## ACTIVITY
Please filter the entries and return only the lines that include "Frankweg".

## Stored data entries
════════════════
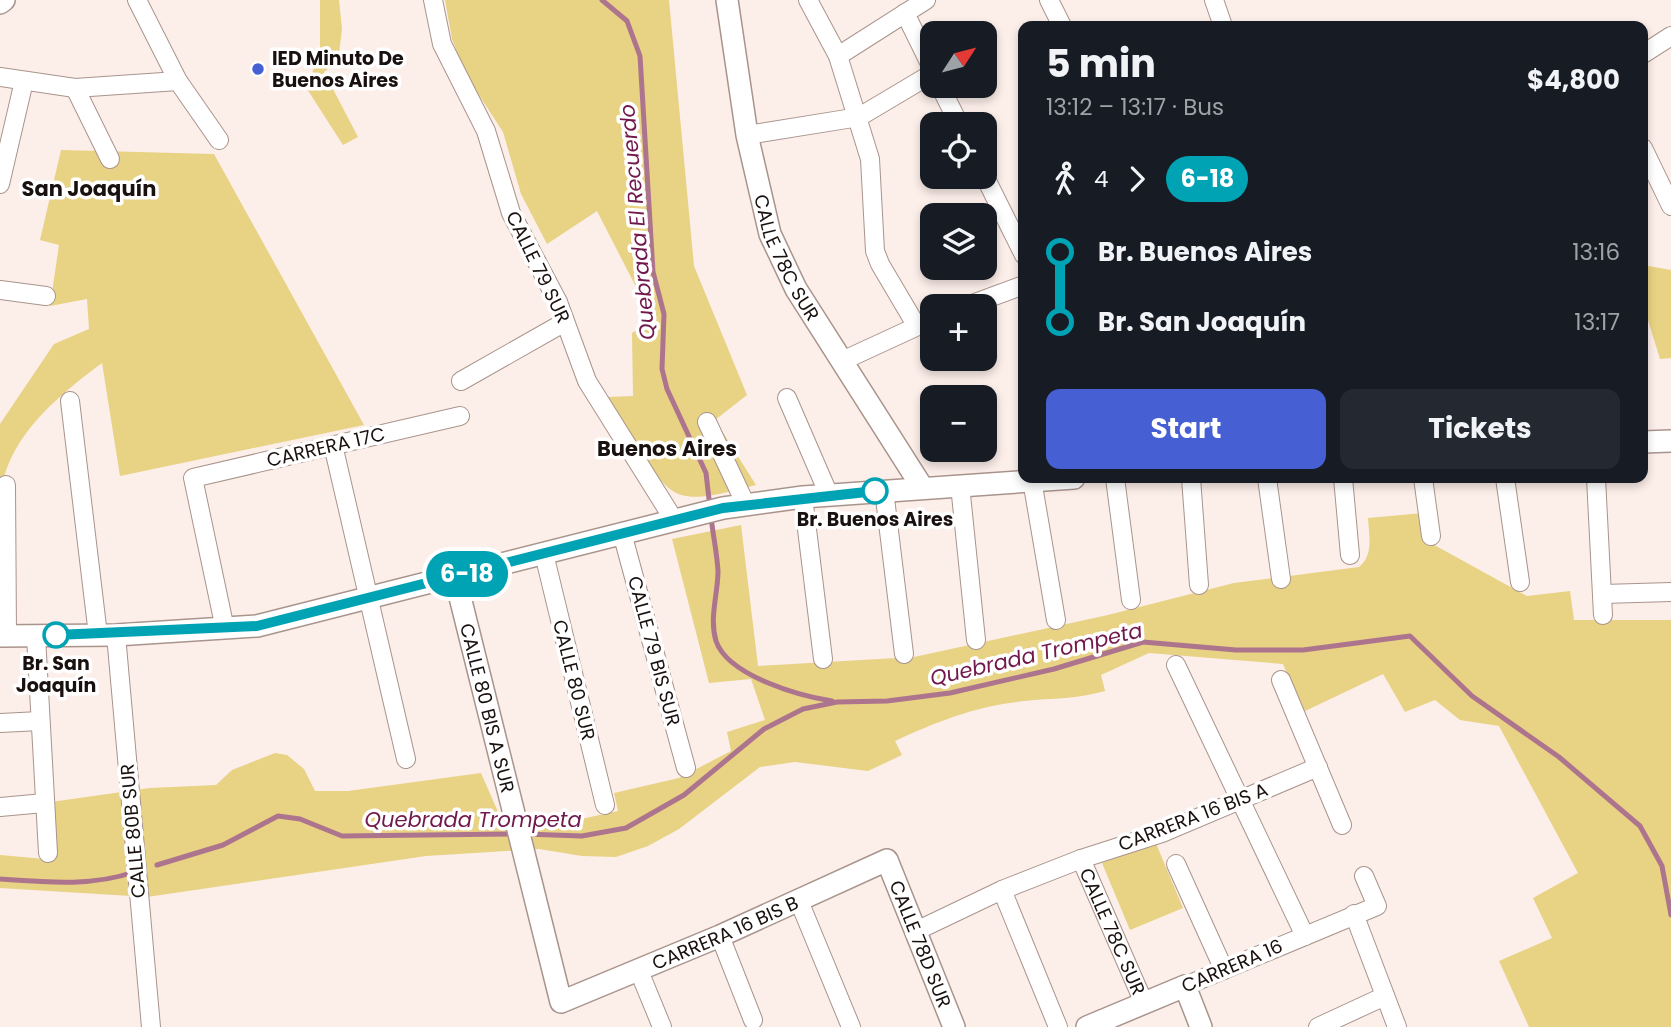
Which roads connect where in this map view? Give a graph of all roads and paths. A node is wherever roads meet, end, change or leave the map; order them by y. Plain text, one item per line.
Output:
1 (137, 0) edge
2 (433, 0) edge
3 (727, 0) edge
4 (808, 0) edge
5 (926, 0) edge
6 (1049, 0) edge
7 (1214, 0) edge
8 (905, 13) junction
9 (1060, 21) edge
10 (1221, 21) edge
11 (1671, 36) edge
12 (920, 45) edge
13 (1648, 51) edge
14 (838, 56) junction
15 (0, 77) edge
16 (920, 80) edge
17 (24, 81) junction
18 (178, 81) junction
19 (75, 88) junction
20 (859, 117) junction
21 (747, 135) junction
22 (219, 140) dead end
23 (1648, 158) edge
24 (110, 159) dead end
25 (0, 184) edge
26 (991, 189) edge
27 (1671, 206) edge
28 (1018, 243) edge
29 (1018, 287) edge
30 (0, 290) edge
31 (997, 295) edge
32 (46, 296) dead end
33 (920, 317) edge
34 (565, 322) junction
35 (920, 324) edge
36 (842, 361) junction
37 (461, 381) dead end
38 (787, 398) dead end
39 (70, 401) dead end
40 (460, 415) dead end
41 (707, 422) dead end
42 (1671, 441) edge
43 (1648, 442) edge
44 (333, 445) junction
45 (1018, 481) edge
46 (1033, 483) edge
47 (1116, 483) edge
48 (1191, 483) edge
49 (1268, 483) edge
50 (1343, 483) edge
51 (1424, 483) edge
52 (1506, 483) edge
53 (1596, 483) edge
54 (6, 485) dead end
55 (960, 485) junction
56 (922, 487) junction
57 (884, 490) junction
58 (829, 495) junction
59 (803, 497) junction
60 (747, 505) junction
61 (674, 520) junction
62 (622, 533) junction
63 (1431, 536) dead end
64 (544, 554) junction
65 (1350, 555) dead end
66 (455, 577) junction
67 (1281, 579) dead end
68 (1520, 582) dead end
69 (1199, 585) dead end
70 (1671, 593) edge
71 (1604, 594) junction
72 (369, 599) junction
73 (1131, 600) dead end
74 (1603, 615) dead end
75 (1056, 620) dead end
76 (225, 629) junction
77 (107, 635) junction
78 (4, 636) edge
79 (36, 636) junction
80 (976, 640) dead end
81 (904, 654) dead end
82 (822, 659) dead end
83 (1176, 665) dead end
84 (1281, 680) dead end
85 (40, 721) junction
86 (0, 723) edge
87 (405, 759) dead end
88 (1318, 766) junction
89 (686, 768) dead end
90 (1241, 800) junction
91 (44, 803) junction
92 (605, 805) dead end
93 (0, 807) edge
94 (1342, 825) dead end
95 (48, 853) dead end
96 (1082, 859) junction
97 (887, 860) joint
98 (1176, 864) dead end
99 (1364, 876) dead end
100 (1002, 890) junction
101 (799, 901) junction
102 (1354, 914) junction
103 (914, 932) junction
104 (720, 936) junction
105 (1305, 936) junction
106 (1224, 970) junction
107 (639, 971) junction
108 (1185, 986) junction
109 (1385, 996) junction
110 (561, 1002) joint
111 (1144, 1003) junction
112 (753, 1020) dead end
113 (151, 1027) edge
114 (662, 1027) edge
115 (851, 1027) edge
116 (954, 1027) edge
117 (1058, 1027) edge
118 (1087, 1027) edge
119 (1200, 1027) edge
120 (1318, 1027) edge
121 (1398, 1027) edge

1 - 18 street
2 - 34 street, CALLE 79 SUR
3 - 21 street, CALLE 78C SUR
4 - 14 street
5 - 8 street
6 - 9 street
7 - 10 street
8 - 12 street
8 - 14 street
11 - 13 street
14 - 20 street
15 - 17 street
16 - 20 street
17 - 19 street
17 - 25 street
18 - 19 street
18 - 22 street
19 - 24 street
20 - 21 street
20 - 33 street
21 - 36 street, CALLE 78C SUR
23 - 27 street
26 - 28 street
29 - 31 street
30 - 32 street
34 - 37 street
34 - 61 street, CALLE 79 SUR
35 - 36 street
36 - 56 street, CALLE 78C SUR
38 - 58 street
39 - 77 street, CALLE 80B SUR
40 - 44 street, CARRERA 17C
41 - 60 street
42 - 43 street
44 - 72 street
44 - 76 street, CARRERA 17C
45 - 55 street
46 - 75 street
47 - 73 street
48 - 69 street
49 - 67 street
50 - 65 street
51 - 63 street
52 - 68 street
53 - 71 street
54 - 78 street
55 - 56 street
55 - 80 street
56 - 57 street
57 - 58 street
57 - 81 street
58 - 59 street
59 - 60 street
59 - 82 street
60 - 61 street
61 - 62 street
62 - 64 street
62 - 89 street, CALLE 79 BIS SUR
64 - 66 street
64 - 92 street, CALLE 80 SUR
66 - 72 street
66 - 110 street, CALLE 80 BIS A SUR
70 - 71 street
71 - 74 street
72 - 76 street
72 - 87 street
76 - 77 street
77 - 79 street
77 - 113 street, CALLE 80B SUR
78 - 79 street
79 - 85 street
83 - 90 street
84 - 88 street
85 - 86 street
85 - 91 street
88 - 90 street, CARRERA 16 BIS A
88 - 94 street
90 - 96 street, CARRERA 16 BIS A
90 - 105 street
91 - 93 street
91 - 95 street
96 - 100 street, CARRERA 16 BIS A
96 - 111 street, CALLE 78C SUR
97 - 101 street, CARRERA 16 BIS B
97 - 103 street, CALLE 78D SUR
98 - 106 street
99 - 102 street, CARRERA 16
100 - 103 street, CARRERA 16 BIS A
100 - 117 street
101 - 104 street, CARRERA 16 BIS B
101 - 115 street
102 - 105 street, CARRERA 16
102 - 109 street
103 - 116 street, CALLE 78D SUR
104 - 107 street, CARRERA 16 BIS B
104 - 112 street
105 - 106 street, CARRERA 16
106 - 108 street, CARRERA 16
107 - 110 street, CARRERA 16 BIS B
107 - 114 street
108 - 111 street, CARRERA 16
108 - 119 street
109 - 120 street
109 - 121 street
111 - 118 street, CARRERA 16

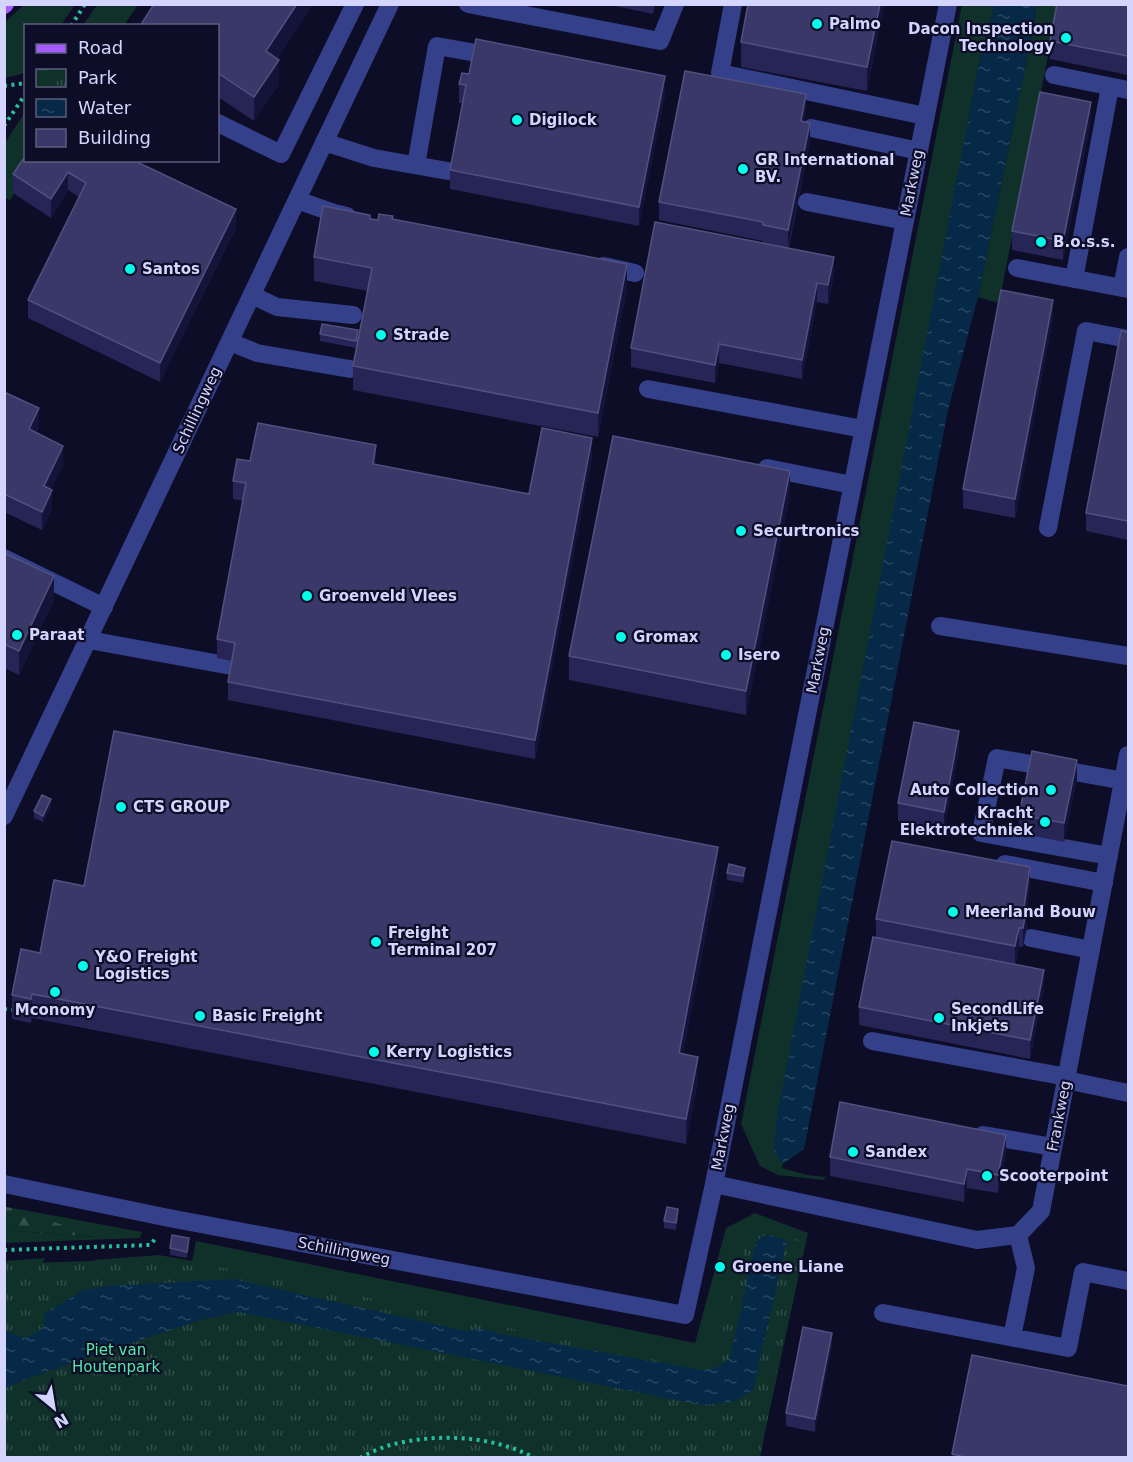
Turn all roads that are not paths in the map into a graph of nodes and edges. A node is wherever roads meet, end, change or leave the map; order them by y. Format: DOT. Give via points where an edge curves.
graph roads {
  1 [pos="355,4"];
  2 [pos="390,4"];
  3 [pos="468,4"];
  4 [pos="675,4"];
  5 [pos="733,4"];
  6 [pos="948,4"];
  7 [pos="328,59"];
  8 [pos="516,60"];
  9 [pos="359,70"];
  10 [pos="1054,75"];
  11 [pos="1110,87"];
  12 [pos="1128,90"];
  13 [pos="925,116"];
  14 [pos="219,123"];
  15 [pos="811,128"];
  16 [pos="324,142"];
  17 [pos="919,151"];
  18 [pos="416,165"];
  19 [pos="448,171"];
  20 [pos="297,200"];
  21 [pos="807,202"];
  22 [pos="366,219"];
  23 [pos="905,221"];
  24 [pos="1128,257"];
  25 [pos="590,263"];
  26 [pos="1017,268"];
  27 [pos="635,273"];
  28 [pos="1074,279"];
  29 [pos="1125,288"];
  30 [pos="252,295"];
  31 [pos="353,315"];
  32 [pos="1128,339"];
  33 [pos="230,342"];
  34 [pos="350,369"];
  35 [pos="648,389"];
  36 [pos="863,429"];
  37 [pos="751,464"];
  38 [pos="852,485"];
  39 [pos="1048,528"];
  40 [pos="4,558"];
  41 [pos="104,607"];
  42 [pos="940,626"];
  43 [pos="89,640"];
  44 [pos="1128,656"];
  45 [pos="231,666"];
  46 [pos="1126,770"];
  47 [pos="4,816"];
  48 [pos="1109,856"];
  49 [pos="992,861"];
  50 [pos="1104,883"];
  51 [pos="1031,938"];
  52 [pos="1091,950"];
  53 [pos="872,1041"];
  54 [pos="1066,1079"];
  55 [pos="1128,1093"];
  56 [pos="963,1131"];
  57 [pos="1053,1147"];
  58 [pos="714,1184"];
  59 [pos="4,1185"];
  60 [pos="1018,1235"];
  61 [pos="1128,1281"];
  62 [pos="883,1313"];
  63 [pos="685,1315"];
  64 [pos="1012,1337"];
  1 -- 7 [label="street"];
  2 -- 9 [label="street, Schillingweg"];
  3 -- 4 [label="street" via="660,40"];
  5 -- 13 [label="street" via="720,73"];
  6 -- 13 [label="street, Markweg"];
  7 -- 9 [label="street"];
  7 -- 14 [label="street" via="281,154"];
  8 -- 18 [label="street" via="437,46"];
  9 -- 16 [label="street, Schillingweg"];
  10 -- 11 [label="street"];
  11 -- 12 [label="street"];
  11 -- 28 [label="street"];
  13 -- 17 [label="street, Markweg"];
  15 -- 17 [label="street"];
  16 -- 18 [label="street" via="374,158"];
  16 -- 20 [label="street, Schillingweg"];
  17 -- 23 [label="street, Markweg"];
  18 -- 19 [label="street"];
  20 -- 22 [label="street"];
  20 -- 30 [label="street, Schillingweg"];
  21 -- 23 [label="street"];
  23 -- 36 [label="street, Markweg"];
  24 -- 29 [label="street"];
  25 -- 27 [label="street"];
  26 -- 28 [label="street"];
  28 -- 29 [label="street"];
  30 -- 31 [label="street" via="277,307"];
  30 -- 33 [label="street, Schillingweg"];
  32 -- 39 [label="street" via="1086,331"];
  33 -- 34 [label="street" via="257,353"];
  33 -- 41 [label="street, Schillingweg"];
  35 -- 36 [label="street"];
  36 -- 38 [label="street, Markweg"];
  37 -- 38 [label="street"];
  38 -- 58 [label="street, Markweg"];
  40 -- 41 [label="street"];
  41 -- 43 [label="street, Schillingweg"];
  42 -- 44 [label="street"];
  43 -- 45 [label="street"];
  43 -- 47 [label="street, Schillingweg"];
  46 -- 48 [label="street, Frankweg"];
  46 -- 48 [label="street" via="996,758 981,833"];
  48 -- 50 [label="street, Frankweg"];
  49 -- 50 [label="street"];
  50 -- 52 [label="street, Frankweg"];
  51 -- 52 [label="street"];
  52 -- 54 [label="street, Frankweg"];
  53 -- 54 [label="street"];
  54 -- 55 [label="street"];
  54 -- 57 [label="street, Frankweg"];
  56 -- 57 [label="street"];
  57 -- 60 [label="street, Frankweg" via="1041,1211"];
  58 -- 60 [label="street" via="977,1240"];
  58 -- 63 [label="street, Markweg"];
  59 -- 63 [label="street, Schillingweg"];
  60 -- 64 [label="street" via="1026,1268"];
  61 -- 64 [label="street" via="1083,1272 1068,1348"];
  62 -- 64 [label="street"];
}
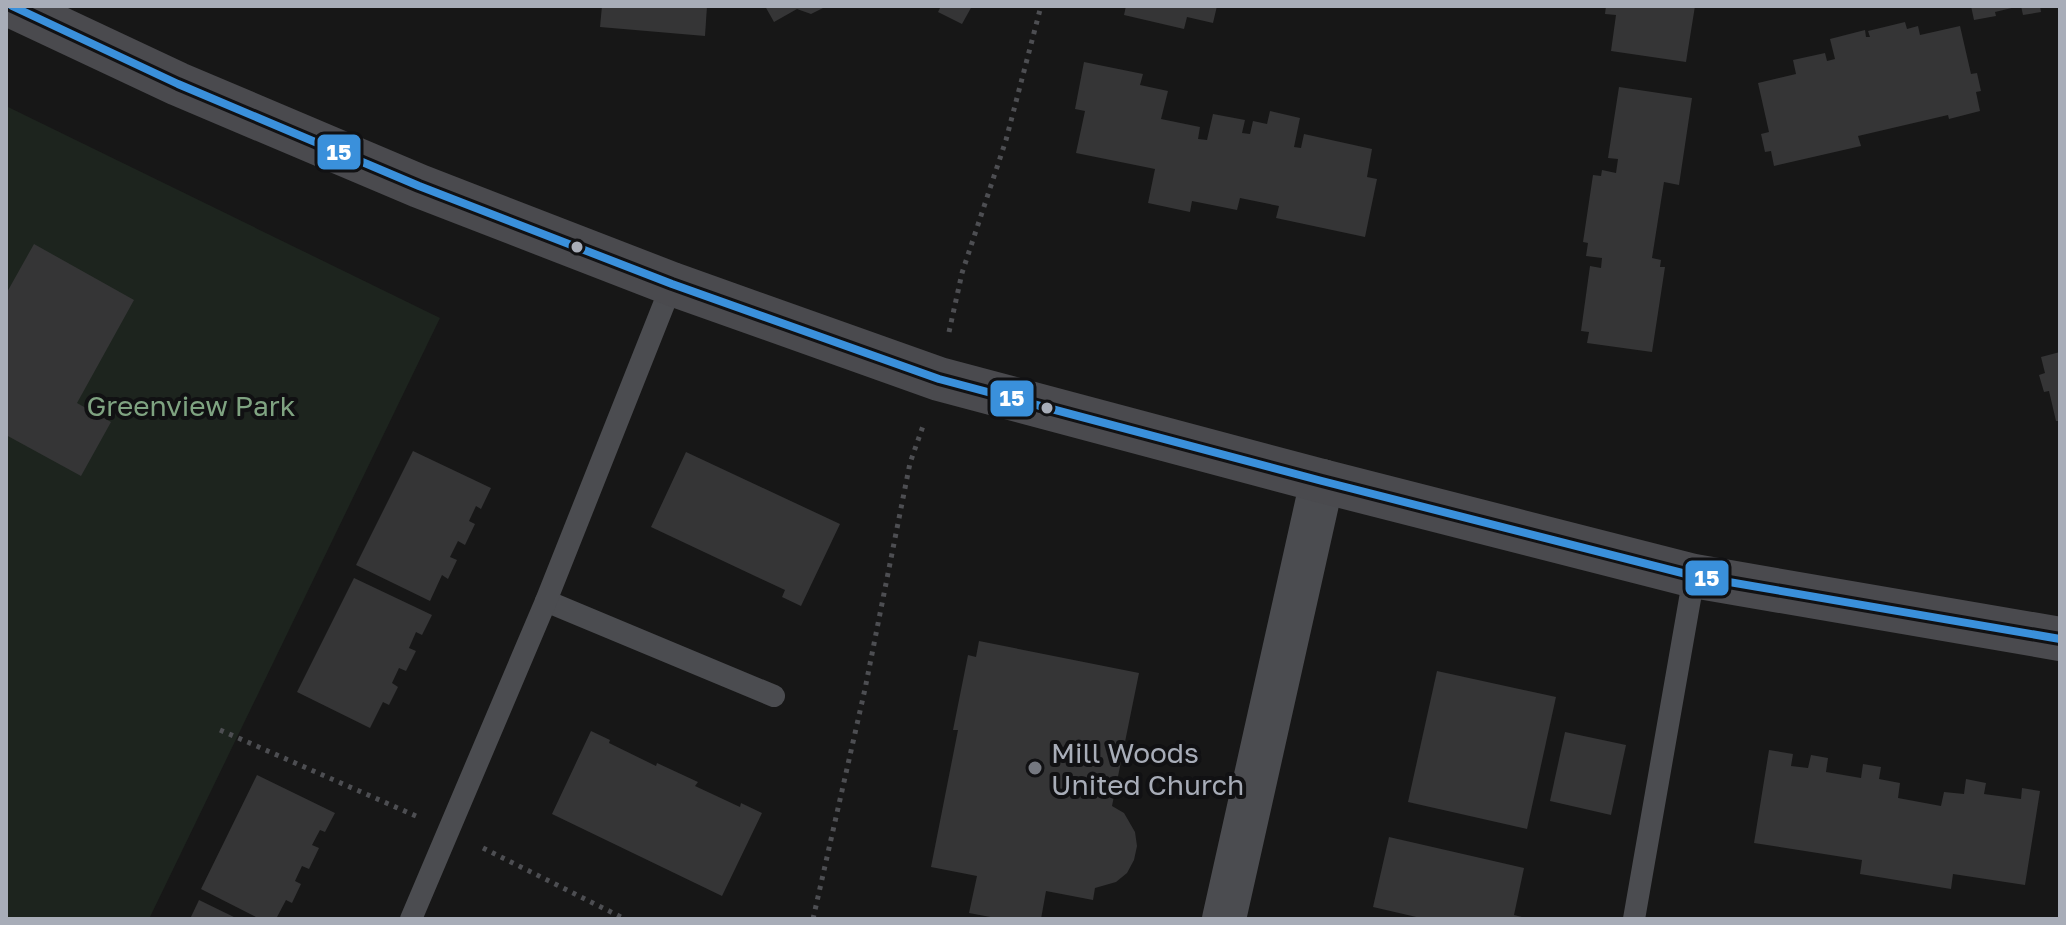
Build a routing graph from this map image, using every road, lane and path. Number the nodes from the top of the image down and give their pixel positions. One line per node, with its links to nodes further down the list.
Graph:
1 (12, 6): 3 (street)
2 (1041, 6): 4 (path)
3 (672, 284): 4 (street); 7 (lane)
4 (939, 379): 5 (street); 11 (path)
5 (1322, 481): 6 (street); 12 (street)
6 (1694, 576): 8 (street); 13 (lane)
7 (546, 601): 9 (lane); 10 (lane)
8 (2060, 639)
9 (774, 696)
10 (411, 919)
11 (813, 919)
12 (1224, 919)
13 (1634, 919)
════════════════
## RESULT FOR THIS EXERCISE
  46 -- 48 [label="street, Frankweg"];
  48 -- 50 [label="street, Frankweg"];
  50 -- 52 [label="street, Frankweg"];
  52 -- 54 [label="street, Frankweg"];
  54 -- 57 [label="street, Frankweg"];
  57 -- 60 [label="street, Frankweg" via="1041,1211"];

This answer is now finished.